一方、中国共産党反日を大きな目的として結党されており、今でもナショナリズム愛国心を鼓舞するためには反日を利用している。また、日本以外の周辺国と紛争を抱えていて、中国のリーダーシップを受け入れようとするアジア諸国はない。そう考えると、中国共産党政権が倒れない限り、東アジア、東南アジアの不安定性は継続し続けるように思われる。

さて、英語版ウェブログ"Everyday Life in Uptown Tokyo"( http://yagian.blogspot.jp/)に、尖閣諸島関連のエントリーを書いた。しかし、Googleが運営するblogspotは中国からはグレート・ファイヤーウォールに遮られて見ることができない。そこで、中国のウェブログサービス「新浪博客」にアップロードした(http://blog.sina.com.cn/u/2559889015)。もっとも、英語なので、アクセス数はさっぱり伸びないけれど。

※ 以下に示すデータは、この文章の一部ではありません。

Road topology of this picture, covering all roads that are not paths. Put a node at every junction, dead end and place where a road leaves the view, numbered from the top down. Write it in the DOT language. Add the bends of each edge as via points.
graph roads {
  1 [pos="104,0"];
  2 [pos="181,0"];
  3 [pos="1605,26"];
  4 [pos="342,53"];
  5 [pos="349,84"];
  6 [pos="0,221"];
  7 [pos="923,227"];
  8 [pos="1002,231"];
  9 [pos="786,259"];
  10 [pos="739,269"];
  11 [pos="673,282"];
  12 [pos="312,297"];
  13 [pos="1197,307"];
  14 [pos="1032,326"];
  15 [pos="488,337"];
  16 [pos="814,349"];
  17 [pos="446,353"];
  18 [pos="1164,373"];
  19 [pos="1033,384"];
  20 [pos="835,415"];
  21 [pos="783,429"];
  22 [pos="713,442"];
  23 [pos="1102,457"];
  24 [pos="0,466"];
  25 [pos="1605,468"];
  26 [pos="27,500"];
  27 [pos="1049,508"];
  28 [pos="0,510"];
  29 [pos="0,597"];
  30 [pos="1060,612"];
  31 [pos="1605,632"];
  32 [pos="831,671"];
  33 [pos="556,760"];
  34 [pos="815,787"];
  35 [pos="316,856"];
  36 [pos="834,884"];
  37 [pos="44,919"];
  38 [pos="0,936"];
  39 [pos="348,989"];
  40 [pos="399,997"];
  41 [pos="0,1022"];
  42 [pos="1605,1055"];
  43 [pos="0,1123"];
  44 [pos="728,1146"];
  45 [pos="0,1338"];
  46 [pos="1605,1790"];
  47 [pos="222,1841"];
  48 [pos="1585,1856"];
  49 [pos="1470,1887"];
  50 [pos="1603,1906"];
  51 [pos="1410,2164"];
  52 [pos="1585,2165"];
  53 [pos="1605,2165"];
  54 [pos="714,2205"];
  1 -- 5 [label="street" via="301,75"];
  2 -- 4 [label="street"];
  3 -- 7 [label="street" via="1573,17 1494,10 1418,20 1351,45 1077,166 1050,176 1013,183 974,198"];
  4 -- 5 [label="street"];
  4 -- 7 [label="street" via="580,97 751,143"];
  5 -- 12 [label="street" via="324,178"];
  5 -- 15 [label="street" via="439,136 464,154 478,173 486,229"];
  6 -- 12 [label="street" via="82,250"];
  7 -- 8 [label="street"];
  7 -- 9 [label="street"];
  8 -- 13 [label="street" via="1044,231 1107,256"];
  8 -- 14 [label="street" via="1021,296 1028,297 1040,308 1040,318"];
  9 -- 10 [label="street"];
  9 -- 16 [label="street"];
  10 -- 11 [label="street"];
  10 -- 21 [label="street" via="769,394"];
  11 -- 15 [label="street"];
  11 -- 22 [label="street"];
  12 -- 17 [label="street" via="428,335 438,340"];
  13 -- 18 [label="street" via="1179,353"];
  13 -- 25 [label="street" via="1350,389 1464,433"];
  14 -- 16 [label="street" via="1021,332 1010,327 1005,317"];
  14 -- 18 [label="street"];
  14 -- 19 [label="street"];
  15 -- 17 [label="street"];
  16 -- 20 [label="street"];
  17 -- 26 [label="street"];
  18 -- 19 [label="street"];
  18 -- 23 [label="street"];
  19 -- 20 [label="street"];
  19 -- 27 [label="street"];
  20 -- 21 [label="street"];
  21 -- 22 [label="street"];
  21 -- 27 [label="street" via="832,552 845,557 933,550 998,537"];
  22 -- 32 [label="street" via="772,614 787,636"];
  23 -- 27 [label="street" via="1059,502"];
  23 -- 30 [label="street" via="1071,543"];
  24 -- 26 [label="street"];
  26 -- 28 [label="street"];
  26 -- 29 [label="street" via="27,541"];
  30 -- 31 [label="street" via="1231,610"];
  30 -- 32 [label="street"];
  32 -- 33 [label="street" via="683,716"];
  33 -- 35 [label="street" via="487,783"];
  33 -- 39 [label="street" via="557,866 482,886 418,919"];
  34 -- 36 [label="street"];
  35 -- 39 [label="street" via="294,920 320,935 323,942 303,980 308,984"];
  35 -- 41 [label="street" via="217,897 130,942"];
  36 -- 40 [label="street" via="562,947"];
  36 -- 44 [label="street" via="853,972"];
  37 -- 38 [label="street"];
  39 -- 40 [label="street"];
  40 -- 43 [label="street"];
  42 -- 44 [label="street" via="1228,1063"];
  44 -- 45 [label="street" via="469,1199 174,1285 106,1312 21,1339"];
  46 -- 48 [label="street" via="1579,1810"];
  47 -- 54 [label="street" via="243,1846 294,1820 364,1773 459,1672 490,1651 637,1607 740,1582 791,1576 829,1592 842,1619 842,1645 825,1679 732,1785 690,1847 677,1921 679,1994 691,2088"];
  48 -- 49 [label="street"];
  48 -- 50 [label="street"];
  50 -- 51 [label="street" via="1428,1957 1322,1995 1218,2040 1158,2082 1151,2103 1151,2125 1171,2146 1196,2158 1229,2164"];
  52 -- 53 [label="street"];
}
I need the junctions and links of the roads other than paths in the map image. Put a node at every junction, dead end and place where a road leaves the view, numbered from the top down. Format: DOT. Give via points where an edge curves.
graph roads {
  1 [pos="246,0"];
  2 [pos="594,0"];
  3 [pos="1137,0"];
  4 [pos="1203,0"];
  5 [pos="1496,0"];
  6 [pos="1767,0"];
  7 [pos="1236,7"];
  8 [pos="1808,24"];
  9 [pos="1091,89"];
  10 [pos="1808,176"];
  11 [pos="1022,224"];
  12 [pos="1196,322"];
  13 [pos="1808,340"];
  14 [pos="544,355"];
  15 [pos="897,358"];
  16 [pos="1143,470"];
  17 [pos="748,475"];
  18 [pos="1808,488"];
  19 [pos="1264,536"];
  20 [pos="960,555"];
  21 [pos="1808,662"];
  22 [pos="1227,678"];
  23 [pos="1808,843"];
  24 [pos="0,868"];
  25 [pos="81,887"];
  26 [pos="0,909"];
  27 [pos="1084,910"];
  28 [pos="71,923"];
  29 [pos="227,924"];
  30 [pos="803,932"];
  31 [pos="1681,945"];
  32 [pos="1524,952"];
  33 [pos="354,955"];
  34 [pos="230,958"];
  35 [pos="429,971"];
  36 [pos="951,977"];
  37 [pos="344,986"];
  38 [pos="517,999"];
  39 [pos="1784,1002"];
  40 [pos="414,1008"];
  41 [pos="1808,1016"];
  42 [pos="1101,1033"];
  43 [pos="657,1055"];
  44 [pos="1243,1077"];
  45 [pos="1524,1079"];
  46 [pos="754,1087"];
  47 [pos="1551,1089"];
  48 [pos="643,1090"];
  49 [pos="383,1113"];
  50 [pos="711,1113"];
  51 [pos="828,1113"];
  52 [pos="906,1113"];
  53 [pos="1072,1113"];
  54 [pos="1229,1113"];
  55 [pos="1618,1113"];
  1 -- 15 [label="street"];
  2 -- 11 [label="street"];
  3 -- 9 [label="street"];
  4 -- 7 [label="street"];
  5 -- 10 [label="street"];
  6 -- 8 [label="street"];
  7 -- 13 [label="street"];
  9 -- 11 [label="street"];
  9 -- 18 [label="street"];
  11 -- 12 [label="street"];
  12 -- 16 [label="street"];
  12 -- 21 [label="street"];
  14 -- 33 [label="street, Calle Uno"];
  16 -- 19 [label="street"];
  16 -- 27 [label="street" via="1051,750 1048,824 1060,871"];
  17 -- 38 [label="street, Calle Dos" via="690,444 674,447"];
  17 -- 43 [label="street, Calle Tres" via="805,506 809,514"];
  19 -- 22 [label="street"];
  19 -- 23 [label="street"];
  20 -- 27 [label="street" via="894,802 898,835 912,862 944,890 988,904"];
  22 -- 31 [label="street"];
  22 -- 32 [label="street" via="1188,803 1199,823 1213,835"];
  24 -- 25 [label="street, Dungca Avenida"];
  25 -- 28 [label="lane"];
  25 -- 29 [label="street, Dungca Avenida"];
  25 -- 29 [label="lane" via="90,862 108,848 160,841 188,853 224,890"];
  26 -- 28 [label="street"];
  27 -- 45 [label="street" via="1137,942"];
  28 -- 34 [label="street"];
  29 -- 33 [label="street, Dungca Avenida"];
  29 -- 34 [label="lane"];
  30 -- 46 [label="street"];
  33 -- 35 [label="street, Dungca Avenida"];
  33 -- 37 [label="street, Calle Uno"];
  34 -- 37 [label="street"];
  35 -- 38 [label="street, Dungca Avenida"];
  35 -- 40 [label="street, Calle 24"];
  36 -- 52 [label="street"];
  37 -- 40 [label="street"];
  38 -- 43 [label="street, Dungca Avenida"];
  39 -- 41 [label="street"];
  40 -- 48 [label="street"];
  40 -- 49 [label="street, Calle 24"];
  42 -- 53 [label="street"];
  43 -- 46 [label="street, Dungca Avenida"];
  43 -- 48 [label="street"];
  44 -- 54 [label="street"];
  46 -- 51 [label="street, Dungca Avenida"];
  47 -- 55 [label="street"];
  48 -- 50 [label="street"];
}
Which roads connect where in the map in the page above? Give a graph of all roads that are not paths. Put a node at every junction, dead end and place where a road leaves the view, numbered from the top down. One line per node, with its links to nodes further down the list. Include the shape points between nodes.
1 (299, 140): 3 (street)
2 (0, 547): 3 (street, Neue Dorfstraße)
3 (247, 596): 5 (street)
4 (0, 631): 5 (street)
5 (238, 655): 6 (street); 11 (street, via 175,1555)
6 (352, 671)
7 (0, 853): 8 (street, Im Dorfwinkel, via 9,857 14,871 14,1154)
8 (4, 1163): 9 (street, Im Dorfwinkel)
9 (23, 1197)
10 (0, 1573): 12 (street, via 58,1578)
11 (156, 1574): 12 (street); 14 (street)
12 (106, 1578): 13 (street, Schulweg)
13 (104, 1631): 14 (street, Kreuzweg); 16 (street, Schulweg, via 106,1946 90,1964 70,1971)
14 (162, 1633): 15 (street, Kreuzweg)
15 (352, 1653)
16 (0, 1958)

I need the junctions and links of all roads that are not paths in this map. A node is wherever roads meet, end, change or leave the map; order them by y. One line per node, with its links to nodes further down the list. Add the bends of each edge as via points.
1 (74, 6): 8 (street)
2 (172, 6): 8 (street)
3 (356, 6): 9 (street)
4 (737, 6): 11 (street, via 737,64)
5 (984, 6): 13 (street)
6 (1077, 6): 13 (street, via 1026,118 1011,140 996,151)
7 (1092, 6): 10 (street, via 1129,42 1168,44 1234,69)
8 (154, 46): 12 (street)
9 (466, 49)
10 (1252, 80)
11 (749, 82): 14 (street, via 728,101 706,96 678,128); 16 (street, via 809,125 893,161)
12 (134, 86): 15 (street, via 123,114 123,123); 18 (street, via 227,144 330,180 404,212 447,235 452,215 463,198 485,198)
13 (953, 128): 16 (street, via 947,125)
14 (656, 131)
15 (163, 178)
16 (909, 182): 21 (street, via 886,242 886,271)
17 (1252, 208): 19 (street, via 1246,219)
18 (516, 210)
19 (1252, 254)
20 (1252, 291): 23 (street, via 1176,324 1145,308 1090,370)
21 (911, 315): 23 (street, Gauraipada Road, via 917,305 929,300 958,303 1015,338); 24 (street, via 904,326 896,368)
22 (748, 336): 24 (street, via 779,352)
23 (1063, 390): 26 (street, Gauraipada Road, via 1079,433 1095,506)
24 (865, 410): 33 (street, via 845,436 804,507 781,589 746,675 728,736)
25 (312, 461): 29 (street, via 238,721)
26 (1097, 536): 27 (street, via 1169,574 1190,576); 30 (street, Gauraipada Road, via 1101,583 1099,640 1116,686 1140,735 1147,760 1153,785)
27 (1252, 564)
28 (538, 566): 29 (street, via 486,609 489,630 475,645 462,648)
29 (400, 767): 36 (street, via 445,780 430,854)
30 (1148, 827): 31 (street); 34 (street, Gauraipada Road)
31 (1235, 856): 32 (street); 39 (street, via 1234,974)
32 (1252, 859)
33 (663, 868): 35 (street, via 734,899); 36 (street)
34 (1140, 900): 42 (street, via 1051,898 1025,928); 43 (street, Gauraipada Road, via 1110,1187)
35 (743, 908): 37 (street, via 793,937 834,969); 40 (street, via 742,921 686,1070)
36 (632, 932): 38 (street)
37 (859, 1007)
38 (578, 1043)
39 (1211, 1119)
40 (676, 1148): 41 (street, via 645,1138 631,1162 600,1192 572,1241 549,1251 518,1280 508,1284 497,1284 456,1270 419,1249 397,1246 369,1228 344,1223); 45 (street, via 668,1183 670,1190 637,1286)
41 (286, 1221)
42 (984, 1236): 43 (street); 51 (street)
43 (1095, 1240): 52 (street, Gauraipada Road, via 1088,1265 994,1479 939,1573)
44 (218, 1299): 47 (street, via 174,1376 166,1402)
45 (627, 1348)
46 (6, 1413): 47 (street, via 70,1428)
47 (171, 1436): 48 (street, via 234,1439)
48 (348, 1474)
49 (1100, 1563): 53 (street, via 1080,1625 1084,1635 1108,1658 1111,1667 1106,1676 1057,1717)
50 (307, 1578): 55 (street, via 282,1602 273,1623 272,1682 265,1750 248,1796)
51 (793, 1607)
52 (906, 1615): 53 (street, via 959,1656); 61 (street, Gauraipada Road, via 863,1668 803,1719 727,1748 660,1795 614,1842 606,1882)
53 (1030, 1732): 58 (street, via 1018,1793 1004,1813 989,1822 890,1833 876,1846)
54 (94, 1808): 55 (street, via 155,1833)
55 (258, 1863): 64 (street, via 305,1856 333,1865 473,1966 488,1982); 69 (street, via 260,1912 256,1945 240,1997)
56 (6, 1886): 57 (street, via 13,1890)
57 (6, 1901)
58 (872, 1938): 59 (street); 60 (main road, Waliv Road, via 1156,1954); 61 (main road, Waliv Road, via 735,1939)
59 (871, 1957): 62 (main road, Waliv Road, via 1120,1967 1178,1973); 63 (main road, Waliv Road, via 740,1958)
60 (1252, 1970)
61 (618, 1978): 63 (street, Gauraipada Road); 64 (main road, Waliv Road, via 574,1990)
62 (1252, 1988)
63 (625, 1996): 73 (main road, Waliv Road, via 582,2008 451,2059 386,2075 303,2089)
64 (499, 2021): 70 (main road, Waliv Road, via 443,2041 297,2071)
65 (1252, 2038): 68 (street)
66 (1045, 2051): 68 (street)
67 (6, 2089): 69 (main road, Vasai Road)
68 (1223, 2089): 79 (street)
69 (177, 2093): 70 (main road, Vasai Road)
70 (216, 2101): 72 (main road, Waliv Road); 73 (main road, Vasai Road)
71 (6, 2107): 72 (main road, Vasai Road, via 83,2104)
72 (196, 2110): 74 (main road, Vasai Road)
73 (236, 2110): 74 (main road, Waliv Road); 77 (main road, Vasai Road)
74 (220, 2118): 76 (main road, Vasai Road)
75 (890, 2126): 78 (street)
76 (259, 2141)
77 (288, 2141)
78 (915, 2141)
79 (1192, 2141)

あと、中国版Twitterの「新浪微博」(http://weibo.com)につぶやいてみた。おもしろいことに、グレート・ファイヤーウォールで遮られているWikipediaのURLを書いて発信しようとすると、発信自体ができないようになっている。さまざまな講演を集めたTED(http://www.ted.com/)のトップページにはリンクを張ることができるけれど、中国のインターネットの自由化を訴える講演" "Behind the Great Firewall of China"(bit.ly/NSbizZ)にはリンクを張れなかった。なかなかきめ細かい検閲である。The New York Timesの記事にはリンクを張れたが、なかには検閲されているページもあるのかも知れない。

個人的には、ぜひ、私のウェブログが検閲の対象になって削除されてしまい、それをネタにて新しいエントリーを書いてみたいと思っている。しかし、中国語で書かないと検閲に引っかからないかも。